All that is needed is the first stretch of the listing below, repeated exactly and ending with the line that contains "pinky mcp: (747, 861)". Pictures are to be left out.

+ + + + + + +

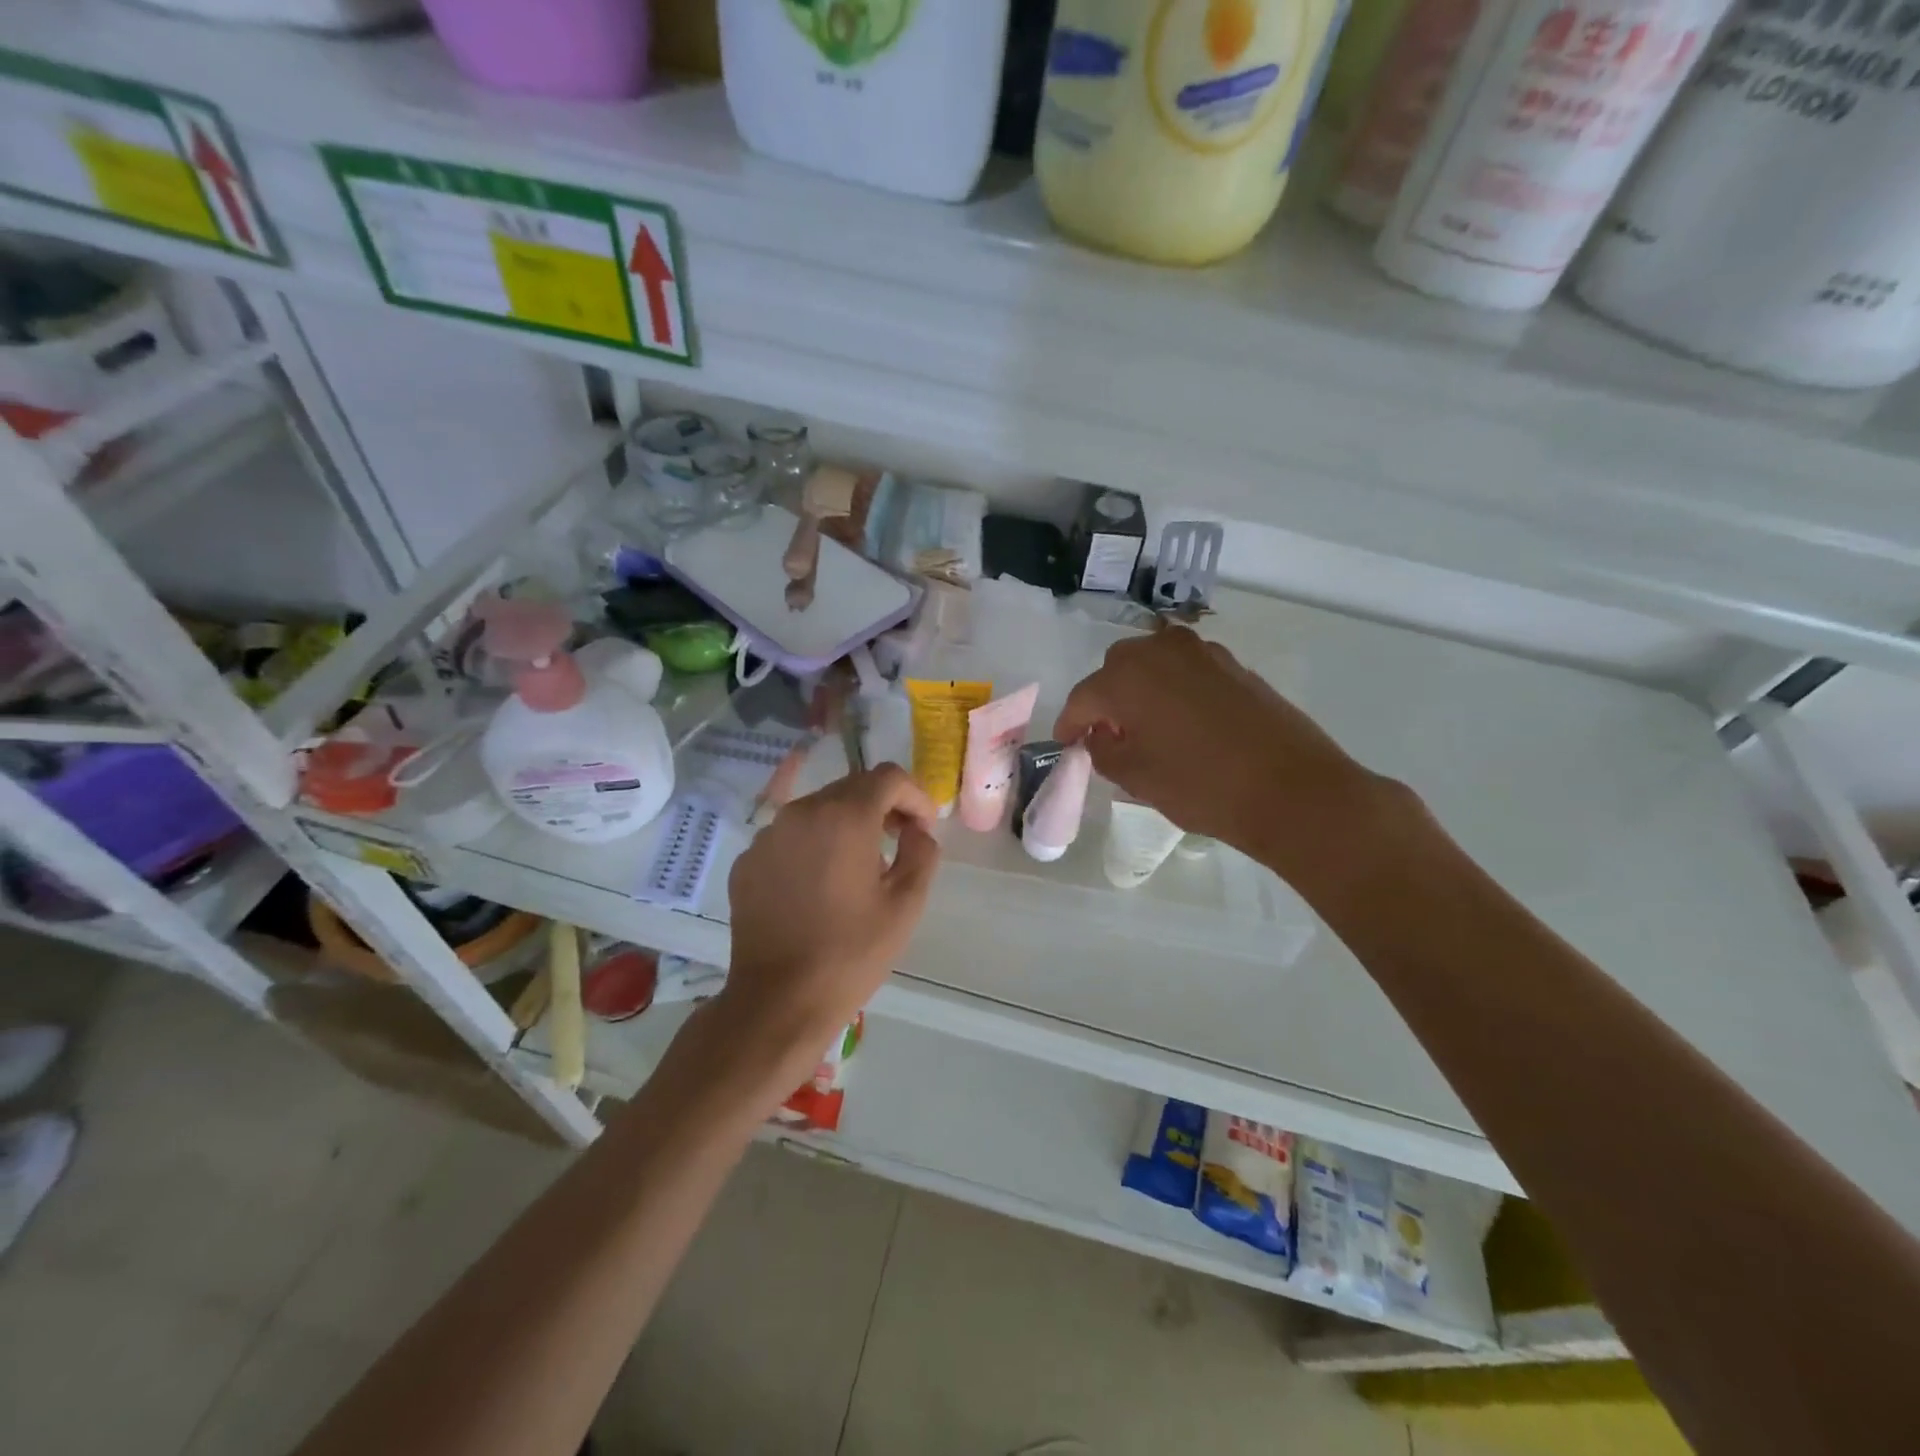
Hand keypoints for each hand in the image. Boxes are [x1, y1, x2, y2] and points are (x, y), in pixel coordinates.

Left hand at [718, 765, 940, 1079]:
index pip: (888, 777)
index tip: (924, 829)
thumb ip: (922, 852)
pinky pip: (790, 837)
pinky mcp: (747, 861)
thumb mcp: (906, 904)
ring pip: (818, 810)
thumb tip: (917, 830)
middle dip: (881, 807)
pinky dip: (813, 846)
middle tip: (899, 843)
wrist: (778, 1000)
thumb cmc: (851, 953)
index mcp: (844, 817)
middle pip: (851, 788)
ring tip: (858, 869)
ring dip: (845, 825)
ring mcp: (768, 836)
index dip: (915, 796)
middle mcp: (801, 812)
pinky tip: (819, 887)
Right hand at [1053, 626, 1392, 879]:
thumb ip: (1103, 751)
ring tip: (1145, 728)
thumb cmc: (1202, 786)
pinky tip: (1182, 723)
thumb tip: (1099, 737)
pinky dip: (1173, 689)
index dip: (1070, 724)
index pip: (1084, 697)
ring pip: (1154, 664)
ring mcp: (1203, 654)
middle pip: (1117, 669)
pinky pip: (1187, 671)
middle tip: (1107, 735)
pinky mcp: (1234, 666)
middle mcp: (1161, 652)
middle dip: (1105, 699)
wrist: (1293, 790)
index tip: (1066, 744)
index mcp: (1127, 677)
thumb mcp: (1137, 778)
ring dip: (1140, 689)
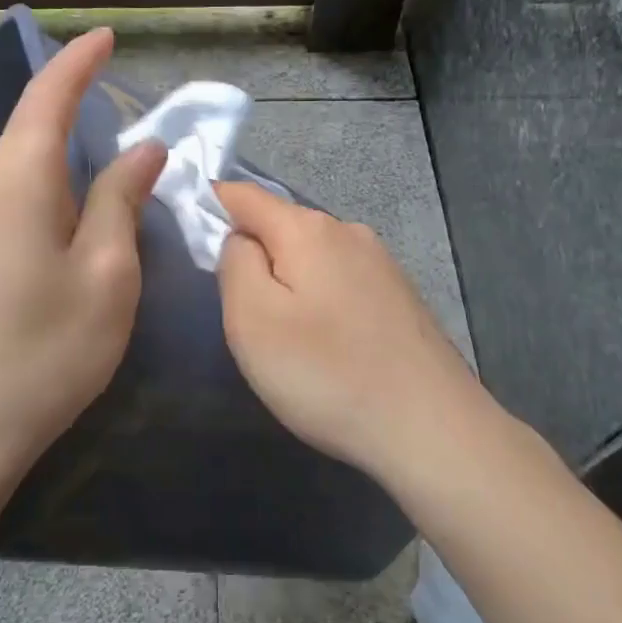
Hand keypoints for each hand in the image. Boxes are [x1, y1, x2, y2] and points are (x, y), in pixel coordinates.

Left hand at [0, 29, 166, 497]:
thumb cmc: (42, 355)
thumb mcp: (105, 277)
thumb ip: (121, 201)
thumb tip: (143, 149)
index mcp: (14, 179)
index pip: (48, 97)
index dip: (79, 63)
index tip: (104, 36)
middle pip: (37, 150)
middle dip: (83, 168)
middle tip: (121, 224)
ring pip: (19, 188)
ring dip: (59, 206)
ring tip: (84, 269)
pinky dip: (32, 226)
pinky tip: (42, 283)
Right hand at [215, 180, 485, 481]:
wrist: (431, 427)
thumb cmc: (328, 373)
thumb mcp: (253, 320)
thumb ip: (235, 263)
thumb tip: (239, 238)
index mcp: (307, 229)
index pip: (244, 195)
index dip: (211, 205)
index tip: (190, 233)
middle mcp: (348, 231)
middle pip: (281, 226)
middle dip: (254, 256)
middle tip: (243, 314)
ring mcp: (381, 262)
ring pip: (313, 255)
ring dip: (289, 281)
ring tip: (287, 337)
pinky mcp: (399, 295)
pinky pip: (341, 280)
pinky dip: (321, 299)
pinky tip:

+ + + + + + +

- _ANSWER SPACE_:
Hand keypoints for each hand in the image. Boxes are [x1, y1, x2, y2] and points are (x, y), in pixel coordinates.

Left hand at [718, 765, 940, 1079]:
index pip: (888, 777)
index tip: (924, 829)
thumb ip: (922, 852)
pinky pip: (790, 837)
pinky mcp: (747, 861)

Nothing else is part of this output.